Like M. la Cour, Gray also provides that the vibratory current shall close a local circuit and record the message in permanent marks, by means of a Morse or other recording instrument. For this purpose he employs a receiver similar to the string-transmitter shown in Fig. 14. The line current, passing through the magnets of this instrument, sets the tense bar in vibration against the upper contact c, thus closing the local circuit and actuating the local recorder.

Mr. Gray's apparatus is now successfully operated over more than 2400 miles of the Western Union Telegraph Company's lines, including distances of several hundred miles. As many as four, and even eight, messages are simultaneously sent. Both he and M. la Cour are still engaged in perfecting their apparatus, and we may reasonably expect that the telephone will ere long do good service as a practical telegraph.

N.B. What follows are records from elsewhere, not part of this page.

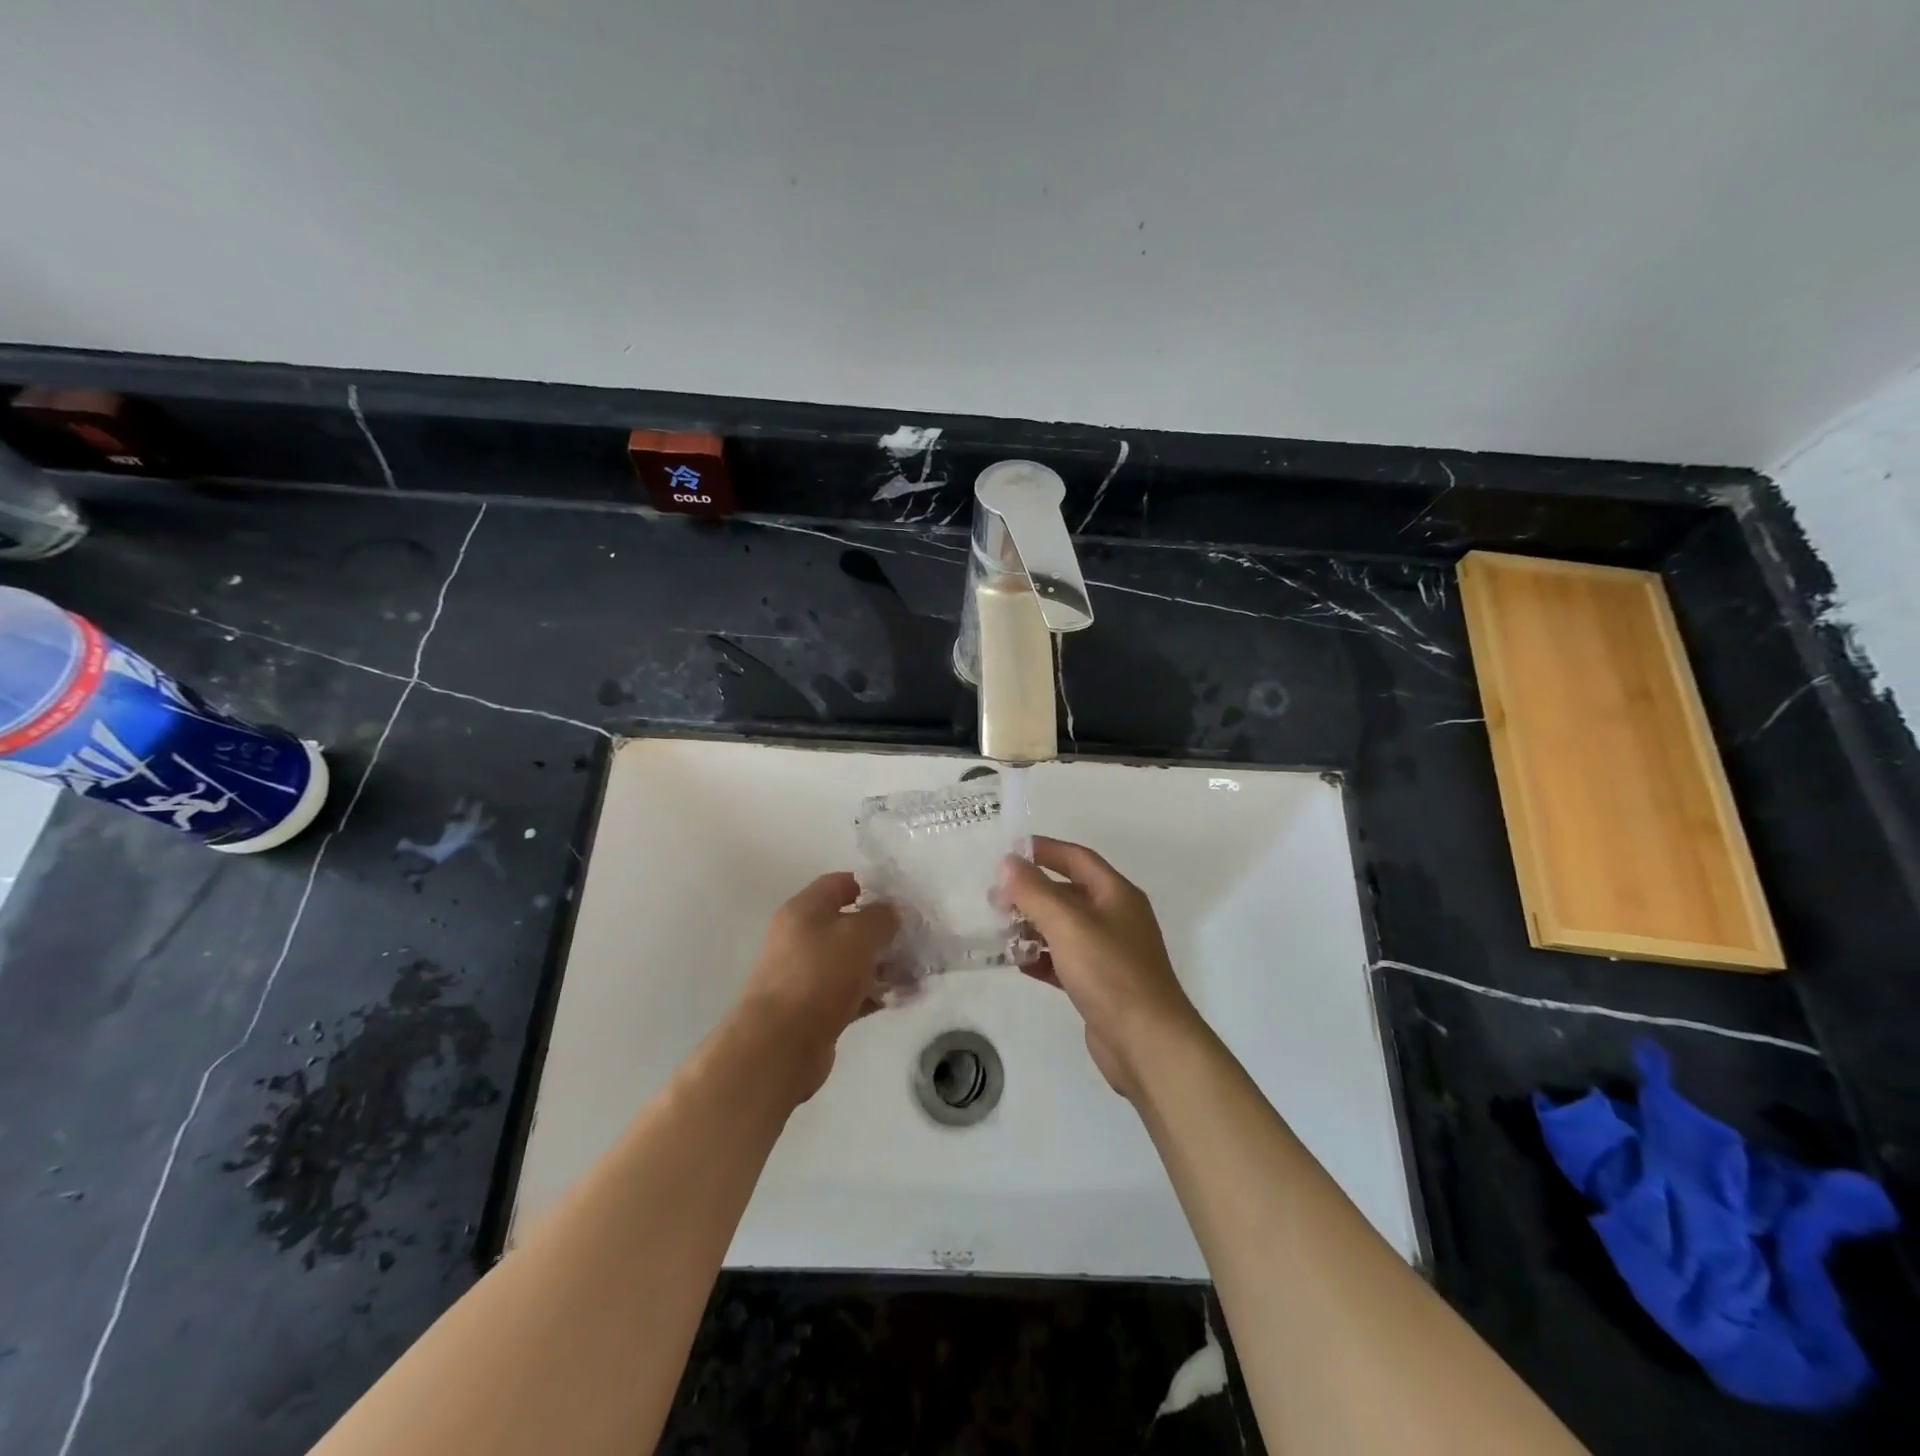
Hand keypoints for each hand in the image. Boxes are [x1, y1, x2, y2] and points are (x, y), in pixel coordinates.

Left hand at [736, 872, 898, 1102]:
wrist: (780, 1044)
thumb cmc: (819, 975)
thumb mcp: (859, 935)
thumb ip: (882, 917)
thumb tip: (891, 913)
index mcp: (804, 909)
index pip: (840, 883)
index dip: (872, 886)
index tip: (903, 901)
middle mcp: (801, 937)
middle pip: (849, 924)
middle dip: (884, 932)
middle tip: (917, 941)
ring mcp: (806, 974)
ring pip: (853, 960)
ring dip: (884, 965)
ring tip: (917, 974)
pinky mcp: (814, 1008)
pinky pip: (851, 992)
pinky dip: (874, 993)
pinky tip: (901, 998)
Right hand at [998, 837, 1201, 1099]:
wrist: (1147, 1043)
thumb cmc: (1110, 973)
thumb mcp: (1068, 924)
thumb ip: (1034, 891)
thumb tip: (1007, 862)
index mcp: (1116, 894)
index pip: (1077, 858)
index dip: (1044, 850)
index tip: (1009, 852)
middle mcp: (1116, 918)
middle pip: (1068, 893)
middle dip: (1032, 892)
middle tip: (995, 898)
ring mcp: (1109, 953)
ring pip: (1064, 928)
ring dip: (1033, 925)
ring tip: (1000, 929)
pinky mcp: (1100, 985)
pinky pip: (1065, 960)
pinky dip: (1043, 958)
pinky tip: (1019, 963)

b. The Articulating Telephone.

This ingenious little instrument is the most wonderful of all the forms of telephone, and the latest, as it is the greatest, to use the words of Sir William Thomson, "of all the marvels of the electric telegraph." Its peculiar faculty lies in the transmission of promiscuous sounds. Not only does it convey the blended notes of musical instruments, but it actually reproduces the human speech. It is easy to see how an instrument like this will become practically useful. For domestic or commercial purposes, for reports of lectures and speeches it is especially fit. It has the advantage of quickness over ordinary methods of telegraphing.

In these, each letter of a word is on an average composed of three distinct signals; but in the articulating telephone a whole word is transmitted by the single act of uttering it.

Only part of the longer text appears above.